Handing over a standalone server to the public is a massive engineering, financial, and legal headache. Modern multiplayer games rarely run on a single isolated program. They rely on a huge network of interconnected cloud microservices.

A single match might require separate proprietary systems for matchmaking, player inventories, anti cheat, metrics tracking, and database management. Many of those come with licenses that don't allow you to just give away the code for free.

Disentangling the actual game logic from these third party platforms like AWS or Epic Online Services requires months of rewriting code. At that point you're basically re-inventing the wheel on so many technologies that your costs go up exponentially.

Games are rarely built entirely from scratch by a single company and are usually packed with licensed third party software like proprietary network code, commercial physics engines, or specific anti cheat software. Because the studio doesn't own the rights to distribute these proprietary tools to the public for free then releasing a standalone server forces them to spend extensive legal and development hours stripping out the restricted code and replacing it with open source alternatives.
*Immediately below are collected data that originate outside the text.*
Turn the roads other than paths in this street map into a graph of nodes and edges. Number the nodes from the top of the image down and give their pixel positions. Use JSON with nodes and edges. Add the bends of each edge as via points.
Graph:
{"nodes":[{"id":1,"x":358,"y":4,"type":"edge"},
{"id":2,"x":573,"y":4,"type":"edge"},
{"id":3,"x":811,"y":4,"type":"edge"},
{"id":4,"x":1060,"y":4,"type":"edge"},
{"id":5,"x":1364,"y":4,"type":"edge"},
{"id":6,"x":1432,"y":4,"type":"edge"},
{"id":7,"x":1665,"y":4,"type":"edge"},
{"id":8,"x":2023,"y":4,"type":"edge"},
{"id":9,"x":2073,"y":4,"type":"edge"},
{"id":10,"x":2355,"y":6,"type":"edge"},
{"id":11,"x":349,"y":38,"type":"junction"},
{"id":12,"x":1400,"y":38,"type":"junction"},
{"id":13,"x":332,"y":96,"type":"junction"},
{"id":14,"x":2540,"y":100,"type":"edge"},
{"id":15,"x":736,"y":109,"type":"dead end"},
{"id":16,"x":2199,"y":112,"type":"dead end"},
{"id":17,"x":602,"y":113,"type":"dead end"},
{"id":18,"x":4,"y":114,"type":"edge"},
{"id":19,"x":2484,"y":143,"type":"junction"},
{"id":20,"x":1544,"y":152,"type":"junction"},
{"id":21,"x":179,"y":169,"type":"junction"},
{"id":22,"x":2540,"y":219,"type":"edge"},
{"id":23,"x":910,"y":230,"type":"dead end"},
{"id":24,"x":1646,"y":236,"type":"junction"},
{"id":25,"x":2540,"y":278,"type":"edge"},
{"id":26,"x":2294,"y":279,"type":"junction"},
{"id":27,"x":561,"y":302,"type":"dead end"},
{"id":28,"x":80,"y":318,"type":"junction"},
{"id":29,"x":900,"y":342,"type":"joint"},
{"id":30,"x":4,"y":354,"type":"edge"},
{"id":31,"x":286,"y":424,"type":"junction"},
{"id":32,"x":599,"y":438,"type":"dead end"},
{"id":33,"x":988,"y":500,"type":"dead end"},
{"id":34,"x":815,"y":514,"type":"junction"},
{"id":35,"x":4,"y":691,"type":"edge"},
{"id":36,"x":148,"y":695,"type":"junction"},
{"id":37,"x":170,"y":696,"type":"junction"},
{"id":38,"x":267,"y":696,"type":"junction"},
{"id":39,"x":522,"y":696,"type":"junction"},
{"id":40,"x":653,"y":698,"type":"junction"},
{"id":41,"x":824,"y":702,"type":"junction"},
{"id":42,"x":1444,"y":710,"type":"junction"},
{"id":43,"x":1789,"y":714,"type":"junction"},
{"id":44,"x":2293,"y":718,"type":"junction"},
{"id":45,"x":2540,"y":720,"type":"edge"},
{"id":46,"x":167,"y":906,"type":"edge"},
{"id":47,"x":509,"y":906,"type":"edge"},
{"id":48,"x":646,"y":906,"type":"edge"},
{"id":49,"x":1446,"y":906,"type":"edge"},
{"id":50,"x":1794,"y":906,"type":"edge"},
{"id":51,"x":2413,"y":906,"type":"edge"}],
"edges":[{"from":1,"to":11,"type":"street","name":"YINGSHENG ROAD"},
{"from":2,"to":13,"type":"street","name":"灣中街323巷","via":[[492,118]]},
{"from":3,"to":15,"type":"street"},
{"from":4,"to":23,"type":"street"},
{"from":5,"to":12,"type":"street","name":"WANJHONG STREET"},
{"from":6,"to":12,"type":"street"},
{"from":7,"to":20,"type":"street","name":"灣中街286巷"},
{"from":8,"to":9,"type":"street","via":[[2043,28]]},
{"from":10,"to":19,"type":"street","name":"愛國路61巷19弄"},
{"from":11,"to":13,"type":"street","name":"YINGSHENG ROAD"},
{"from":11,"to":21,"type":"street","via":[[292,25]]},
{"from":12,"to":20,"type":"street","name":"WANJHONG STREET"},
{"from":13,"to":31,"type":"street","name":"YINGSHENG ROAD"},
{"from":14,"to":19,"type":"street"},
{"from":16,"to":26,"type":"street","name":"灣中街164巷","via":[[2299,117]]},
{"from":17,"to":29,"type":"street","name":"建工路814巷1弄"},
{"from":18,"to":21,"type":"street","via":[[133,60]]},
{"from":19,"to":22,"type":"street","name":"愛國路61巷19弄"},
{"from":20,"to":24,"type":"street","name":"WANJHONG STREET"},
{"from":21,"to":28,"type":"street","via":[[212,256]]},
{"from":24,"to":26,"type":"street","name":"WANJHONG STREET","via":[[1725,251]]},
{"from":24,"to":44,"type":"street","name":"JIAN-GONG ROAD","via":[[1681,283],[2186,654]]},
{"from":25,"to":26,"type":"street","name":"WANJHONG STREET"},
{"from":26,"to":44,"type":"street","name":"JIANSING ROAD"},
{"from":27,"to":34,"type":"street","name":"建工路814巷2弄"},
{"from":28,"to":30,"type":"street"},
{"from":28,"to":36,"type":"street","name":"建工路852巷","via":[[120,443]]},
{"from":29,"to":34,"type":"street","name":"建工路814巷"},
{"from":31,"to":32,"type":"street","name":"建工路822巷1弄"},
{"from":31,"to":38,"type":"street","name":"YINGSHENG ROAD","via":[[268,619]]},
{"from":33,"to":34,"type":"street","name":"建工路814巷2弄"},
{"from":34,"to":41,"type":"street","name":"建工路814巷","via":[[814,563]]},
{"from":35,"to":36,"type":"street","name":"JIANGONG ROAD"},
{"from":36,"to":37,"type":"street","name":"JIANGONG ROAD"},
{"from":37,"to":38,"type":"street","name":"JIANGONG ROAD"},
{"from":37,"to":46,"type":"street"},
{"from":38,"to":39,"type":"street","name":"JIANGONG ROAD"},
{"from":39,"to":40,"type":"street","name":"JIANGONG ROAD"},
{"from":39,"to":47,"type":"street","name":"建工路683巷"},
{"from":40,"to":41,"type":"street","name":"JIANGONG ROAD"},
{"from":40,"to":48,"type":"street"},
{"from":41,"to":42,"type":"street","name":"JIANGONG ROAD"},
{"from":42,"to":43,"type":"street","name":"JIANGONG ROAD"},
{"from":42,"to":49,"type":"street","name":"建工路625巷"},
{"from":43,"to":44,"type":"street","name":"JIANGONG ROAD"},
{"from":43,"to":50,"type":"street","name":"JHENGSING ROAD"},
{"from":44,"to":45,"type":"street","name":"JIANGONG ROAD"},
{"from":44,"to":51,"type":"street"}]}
Releasing server code also exposes the inner workings of the company's technology. If a studio uses the same proprietary engine or backend framework for their active money making games then releasing the server code for a dead game essentially hands hackers and competitors a roadmap to exploit their current profitable titles.

dminik 7 minutes ago | parent | next [-]

Counter-Strike: Global Offensive was a game running all of these things (matchmaking, skins, anticheat ...). After Counter-Strike 2 was released, the servers for CS:GO were shut down. Yet, the game remains mostly playable. Sure, the skins no longer work and there's no official matchmaking, but third parties have stepped up. That's because Valve released (and have always released) server software.

I find this argument quite bad. It was done in the past and it's still being done today. There's nothing preventing any company from doing it except for a combination of laziness and greed.

chromadon an hour ago | parent | prev | next [-]

Does it though? Just release the a standalone server once the game is done making money.

phyzix5761 an hour ago | parent [-]

Updated my original post to explain why this wouldn't work.

ablob 19 minutes ago | parent | next [-]

Somehow I highly doubt that a small game company is going to run a "huge network of interconnected cloud services". I've also yet to find a small game company running their own big online multiplayer game.

okanat 9 minutes ago | parent [-]

And most of the indie publishers usually comply with the law by not fucking over their customers by providing independent server executables or not releasing a server-tied game. AAA studios are the biggest offenders and they deserve to be fucked.

okanat 10 minutes ago | parent | prev [-]

Your argument still doesn't hold, sorry. The law won't apply retroactively so the existing games can be killed. However, if the law passes, the EOL plan just becomes another product requirement you have to plan for. So you won't "rewrite" the server code, you write it to comply in the first place.

This was also the excuse people gave for GDPR and California's privacy law and everybody got forced into complying after the date of validity. Simply having an "excuse" of money loss due to engineering your game user-hostile in the first place (especially after the law became valid) isn't a good argument. It will have some preparation time and if you didn't plan for it, it is your fault.

braiamp 31 minutes ago | parent | prev | next [-]

How many small studio games have online multiplayer? Like really?

StableAlkyne 24 minutes ago | parent | prev [-]

> Releasing server code also exposes the inner workings of the company's technology.

And yet releasing standalone servers back in the 00s was the norm, rather than the exception. I don't buy the argument.